The government last week pulled the curtain on one of the most stinging budgets in the country’s history that would come under relentless scrutiny from all quarters to see whether it succeeds in matching the words with the works.
Over the past one year the government has been squarely blaming its predecessors for the economic mess. It would be unfair to single out the couple of previous forerunners for the existing economic woes but there’s no doubt they did contribute to this crisis.
The staggering debt burden of Rs24,000 billion is projected as one of the main reasons of the economic woes of the country as almost Rs3,000 billion are annually paid in interest on these loans.
According to the official documents for the budget 2019-20, Rs2,891 billion are earmarked for debt serving as compared to the revised figures of nearly Rs2,000 billion in the outgoing fiscal year.
Prime Minister Imran Khan in his televised address to the nation hours after the presentation of the budget in the National Assembly announced formation of an inquiry commission, made up of representatives from the intelligence and security agencies as well as from the Federal Board of Revenue and Security and Exchange Commission of Pakistan, to probe where the borrowed money was spent.
If history is any guide than all such attempts in the past turned out to be politically motivated.
Therefore, the government needs to undertake some steps to make it a genuine and credible effort.
Since this commission would probe the matter for the previous two governments led by Khan’s political rivals than obviously the opposition would cry foul on such inquiry.
Former President Asif Ali Zardari, after his arrest told media that the probe should not be confined to 10 years but be extended to 20 years to include the tenure of former dictator Pervez Musharraf.
It is better that the inquiry commission should be led by a neutral, non-political, and credible team to enhance credibility of its findings.
But apart from such investigations, the government has to ensure that it would not repeat the mistakes of its predecessors that would only add to the economic predicament of the country.
As part of its austerity drive, the government has cut down expenditures of all institutions working under it and it is matched by an ambitious revenue target.
The Pakistan Tehreek-e-Insaf (PTI) government, soon after coming into power, raised the slogan of austerity in view of the serious economic situation of the country but its performance of nearly 10 months showed that this slogan was rarely turned into reality.
Even the expenditures of the Prime Minister House reportedly exceeded the revised target in the budget.
The government should have to ensure that expenditures should remain within the limits spelt out in the budget.
And it must be followed by a robust campaign to try to meet the ambitious revenue collection target of Rs5.5 trillion.
Before launching this campaign, the first and the foremost task of the government should be to take concrete measures to reform the FBR whose dismal performance in the outgoing fiscal year showed that a lot needs to be done to improve the working of this vital institution.
The government leaders say the previous government has set unrealistic target for the revenue collection and that was the reason for the huge shortfall.
But how could a much bigger target for the next fiscal could be achieved without addressing the problems that caused the shortfall in the outgoing year.
Advisor to Prime Minister Abdul Hafiz Sheikh has vowed that the government would go after the rich people to meet its revenue target and by expanding the tax net.
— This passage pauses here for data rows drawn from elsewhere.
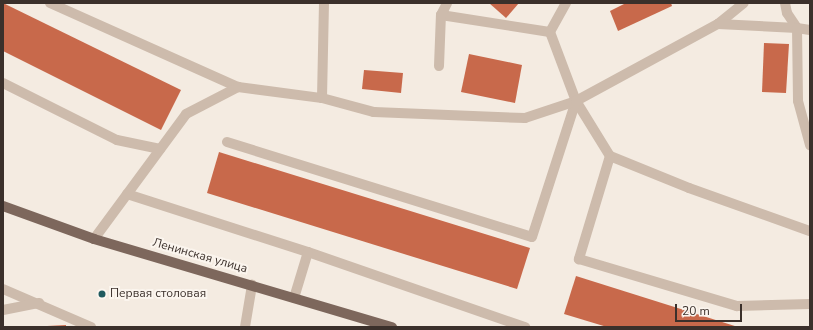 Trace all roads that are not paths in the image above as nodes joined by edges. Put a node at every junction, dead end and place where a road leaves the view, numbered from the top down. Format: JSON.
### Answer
{"nodes":[{"id":1,"x":50,"y":3,"type":"edge"},
{"id":2,"x":324,"y":3,"type":"edge"},
{"id":3,"x":447,"y":3,"type":"edge"},
{"id":4,"x":566,"y":3,"type":"edge"},
{"id":5,"x":744,"y":3,"type":"edge"},
{"id":6,"x":785,"y":3,"type":"edge"},
{"id":7,"x":441,"y":15,"type":"junction"},
{"id":8,"x":718,"y":24,"type":"junction"},
{"id":9,"x":797,"y":28,"type":"junction"},
{"id":10,"x":810,"y":30,"type":"edge"},
{"id":11,"x":550,"y":32,"type":"junction"},
{"id":12,"x":439,"y":66,"type":"dead end"},
{"id":13,"x":3,"y":83,"type":"edge"},
{"id":14,"x":238,"y":87,"type":"junction"},
{"id":15,"x":322,"y":98,"type":"junction"},
{"id":16,"x":576,"y":101,"type":"junction"},
{"id":17,"x":227,"y":142,"type":"dead end"},
{"id":18,"x":810,"y":144,"type":"edge"},
{"id":19,"x":160,"y":149,"type":"junction"},
{"id":20,"x":610,"y":156,"type":"junction"},
{"id":21,"x":127,"y":194,"type":"junction"},
{"id":22,"x":3,"y":206,"type":"edge"},
{"id":23,"x":810,"y":229,"type":"edge"},
{"id":24,"x":810,"y":235,"type":"edge"},
{"id":25,"x":94,"y":239,"type":"junction"},
{"id":26,"x":308,"y":252,"type":"junction"},
{"id":27,"x":252,"y":285,"type":"junction"},
{"id":28,"x":3,"y":289,"type":"edge"},
{"id":29,"x":294,"y":298,"type":"junction"},
{"id":30,"x":39,"y":303,"type":"junction"},
{"id":31,"x":810,"y":304,"type":"edge"},
{"id":32,"x":3,"y":310,"type":"edge"},
{"id":33,"x":91,"y":327,"type":"edge"},
{"id":34,"x":245,"y":327,"type":"edge"},
{"id":35,"x":392,"y":327,"type":"edge"},
{"id":36,"x":525,"y":327,"type":"edge"}],
"edges":[{"from":1,"to":14,"type":"street"},
{"from":2,"to":15,"type":"street"},
{"from":3,"to":7,"type":"street"},
{"from":4,"to":11,"type":"street"},
{"from":5,"to":8,"type":"street"},
{"from":6,"to":9,"type":"street"},
{"from":7,"to":11,"type":"street"},
{"from":7,"to":12,"type":"street"},
{"from":8,"to":9,"type":"street"},
{"from":8,"to":16,"type":"street"},
{"from":9,"to":10,"type":"street"},
{"from":9,"to":18,"type":"street"},
{"from":11,"to":16,"type":"street"},
{"from":13,"to":19,"type":"street"},
{"from":14,"to":15,"type":"street"},
{"from":14,"to":19,"type":"street"},
{"from":15,"to":16,"type":"street"},
{"from":16,"to":17,"type":"street"},
{"from":16,"to":20,"type":"street"},
{"from":19,"to":21,"type":"street"},
{"from":20,"to":23,"type":"street"},
{"from":20,"to":31,"type":"street"},
{"from":21,"to":25,"type":"street"},
{"from":21,"to":26,"type":"street"},
{"from":22,"to":25,"type":"main road","name":"Ленинская улица"},
{"from":23,"to":24,"type":"street"},
{"from":25,"to":27,"type":"main road","name":"Ленинская улица"},
{"from":26,"to":29,"type":"street"},
{"from":26,"to":36,"type":"street"},
{"from":27,"to":29,"type":"main road","name":"Ленинская улица"},
{"from":27,"to":34,"type":"street"},
{"from":28,"to":30,"type":"street"},
{"from":29,"to":35,"type":"main road","name":"Ленинская улица"},
{"from":30,"to":32,"type":"street"},
{"from":30,"to":33,"type":"street"}]}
But the main test for him and his government would be to perform a different way compared to their predecessors.
The government has brought down the staggering $19 billion current account deficit it inherited by bringing down imports but the main challenge for the government is to earn more foreign exchange by drastically raising exports.
Over the past two years, the exports of the country have been stagnant. While a slowdown in the world economy is considered one of the main reasons for this stagnancy but the governments’ efforts to spur exports have also failed to produce desired results.
Despite the announcement of a hefty financial packages and drastic devaluation of rupee, the exports have shown no upward trend.
The abolition of zero-rating regime has further dampened hopes of a hike in exports and how the government will address exporters’ concerns in this regard is yet to be seen.
Since it is PTI’s first time in power at the federal level, one could take a lenient view of its performance by saying that they took time in getting the true picture of economy and the hang of dealing with the bureaucracy.
But now that they are close to completing one year in office and they have appointed their trusted men in key positions, such excuses could not be entertained for long.
Now they have to show their performance and have to put in their best efforts to achieve their targets.
But all this could be done if there is less politicking. Unfortunately, in Pakistan all efforts aimed at improving economy are overshadowed by political developments.
And there is now a growing fear that this time around the same may happen.
The presentation of the budget should have been followed by a genuine debate in the parliament over the budget but it has been subdued by the political issues.
Moreover, the opposition is trying to woo a key ally of the ruling coalition in an effort to block the smooth passage of the budget through the National Assembly.
The government is all likely to be ultimately able to put its house in order to pass the money bill through the parliament but the political maneuvering underlines the challenges it may face in future.
It is therefore advisable for the government to bring down political tensions in the country and take political discourse to create an enabling political environment in the country to allow it to effectively handle the challenges faced by the country.